# Damage to car after dealer repair of something else



## Snake TT (Jul 13, 2007)

Hi All,

Car has just been in and had the seat repaired under warranty. It has an issue where the upper centre back portion of the seat would click and creak against my back when in motion. Thats been sorted today and appears to be fixed however the car now has some new damage that wasn't there before:

Driver side kick plate:









Headrest R Side:









Headrest L Side:









Inside edge of seat:









Damage to steering wheel:









Clearly the kick plate has been damaged taking the seat out and the seat has been damaged separating the plastic back from the front of the seat.

So the result of all this is that I am £414.49 worse off (had a service, oil change, and brake fluid done the same time), I have a fixed seat and I have damage to what used to be an immaculate interior.

Also I noticed on the way home that my dash cam wasn't working and when I checked it, they had unplugged it from the camera side. Nobody mentioned this and if I hadn't noticed I would be stuffed if there were an accident. Why would they have done that?

Can anyone advise the best course of action? Any help much appreciated before I phone them. Debating whether its worth addressing directly with Audi themselves?

*UPDATED:* More pictures added as I have explored further. Marks to the steering wheel, and the inside edge of the seat has been closed jamming a bit of the trim


----------



## Gnasher (Oct 21, 2020)

I'd give them the opportunity to remedy this themselves first.
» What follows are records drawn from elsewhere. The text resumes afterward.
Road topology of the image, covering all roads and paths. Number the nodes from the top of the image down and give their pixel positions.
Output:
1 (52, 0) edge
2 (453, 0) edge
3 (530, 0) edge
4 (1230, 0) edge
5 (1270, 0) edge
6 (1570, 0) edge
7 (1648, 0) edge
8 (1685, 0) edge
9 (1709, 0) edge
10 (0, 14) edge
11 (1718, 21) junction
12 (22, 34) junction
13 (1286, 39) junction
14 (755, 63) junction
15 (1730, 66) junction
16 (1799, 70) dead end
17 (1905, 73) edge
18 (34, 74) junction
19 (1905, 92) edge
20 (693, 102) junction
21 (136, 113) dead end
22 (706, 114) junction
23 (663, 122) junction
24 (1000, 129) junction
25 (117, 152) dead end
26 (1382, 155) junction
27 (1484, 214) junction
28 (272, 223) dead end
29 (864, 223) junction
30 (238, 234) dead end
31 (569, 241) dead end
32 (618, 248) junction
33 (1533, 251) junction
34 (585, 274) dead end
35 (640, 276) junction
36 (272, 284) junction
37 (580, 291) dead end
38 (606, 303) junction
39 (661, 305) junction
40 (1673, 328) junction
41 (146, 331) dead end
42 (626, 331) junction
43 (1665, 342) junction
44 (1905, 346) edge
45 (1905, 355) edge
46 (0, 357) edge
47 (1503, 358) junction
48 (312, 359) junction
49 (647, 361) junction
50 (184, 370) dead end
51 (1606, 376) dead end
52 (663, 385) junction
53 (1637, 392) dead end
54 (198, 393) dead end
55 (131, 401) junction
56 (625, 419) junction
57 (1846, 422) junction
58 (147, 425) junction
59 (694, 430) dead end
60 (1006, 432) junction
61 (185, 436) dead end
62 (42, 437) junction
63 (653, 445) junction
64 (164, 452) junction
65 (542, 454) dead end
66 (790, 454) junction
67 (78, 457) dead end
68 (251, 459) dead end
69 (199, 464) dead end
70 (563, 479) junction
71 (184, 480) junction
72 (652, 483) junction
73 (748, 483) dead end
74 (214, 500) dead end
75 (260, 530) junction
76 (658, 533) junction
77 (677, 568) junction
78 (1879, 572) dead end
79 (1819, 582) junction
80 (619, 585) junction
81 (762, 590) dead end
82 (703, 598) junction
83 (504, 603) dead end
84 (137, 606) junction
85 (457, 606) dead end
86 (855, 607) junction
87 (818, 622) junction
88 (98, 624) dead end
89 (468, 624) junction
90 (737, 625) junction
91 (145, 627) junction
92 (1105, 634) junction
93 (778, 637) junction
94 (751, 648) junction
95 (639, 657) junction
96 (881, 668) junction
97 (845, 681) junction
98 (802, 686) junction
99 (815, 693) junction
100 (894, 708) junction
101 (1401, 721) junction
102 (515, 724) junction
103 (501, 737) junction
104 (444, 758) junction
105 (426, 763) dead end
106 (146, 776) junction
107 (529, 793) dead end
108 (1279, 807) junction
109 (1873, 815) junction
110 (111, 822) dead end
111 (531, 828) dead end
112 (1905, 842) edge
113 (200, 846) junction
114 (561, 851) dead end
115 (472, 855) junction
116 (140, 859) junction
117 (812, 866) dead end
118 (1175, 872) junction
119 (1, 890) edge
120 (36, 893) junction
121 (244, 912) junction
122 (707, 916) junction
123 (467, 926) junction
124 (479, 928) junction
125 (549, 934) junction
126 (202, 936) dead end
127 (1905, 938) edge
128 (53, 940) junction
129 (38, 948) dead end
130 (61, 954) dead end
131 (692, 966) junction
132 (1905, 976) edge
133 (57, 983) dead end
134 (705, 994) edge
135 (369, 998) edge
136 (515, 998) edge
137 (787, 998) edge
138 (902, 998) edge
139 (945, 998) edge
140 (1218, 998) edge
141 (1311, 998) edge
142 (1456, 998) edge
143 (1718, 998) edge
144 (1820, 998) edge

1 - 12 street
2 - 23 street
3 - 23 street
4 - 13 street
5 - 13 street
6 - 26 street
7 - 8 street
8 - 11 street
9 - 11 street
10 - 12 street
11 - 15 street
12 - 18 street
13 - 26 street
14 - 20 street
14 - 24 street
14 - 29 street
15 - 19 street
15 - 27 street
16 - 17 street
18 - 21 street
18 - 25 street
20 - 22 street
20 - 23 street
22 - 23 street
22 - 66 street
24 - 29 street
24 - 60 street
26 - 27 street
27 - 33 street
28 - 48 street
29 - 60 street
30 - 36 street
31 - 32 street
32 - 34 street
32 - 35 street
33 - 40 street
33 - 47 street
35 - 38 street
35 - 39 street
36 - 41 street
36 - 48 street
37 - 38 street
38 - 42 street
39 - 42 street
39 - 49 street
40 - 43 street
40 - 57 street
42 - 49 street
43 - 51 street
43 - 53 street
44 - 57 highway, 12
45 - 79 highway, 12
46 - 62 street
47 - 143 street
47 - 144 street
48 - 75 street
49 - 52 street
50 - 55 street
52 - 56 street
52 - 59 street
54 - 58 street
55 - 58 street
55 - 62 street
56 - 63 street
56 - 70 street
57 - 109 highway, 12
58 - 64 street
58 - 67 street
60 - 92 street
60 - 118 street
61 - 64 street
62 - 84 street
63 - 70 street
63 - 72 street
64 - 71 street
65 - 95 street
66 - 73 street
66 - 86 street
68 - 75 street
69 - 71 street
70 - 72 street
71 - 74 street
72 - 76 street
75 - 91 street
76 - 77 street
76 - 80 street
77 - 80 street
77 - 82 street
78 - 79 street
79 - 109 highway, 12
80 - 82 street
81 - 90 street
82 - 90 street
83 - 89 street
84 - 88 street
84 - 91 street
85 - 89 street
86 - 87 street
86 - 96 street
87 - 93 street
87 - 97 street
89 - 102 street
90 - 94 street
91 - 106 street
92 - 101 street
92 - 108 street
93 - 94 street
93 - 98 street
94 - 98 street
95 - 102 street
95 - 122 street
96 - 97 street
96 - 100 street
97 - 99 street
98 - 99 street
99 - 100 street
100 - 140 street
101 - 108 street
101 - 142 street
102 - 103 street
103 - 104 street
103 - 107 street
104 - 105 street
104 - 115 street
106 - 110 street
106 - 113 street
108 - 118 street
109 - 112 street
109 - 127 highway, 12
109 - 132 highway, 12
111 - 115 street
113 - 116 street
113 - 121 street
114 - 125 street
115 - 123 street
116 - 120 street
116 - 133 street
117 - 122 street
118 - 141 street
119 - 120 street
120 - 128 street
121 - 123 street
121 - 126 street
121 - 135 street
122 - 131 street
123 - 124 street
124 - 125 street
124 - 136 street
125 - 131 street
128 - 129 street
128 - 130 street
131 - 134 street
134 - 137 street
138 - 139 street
All the parts will be readily available for them to order and replace.

If they don't play ball, that's the time to get Audi customer service involved but it's only fair that you give them a chance to remedy it first.

As for the dashcam - they would have unplugged it for one of 2 reasons...

1. To ensure the battery didn't run down whilst the car was at the dealers, or
2. They unplugged it before any test drive so you didn't have any evidence of their "driving style".

However there is literally no way of proving this conclusively.


----------



## digital_dreamer (Aug 28, 2011)

Notice you are based in South Wales - Was this Cardiff Audi? I had issues with damage to mk2 ink of all things over the seats and wheel.

Thankfully I noticed it before I left and complained and to be fair to them they replaced all parts after it was clear I wasn't just roll over.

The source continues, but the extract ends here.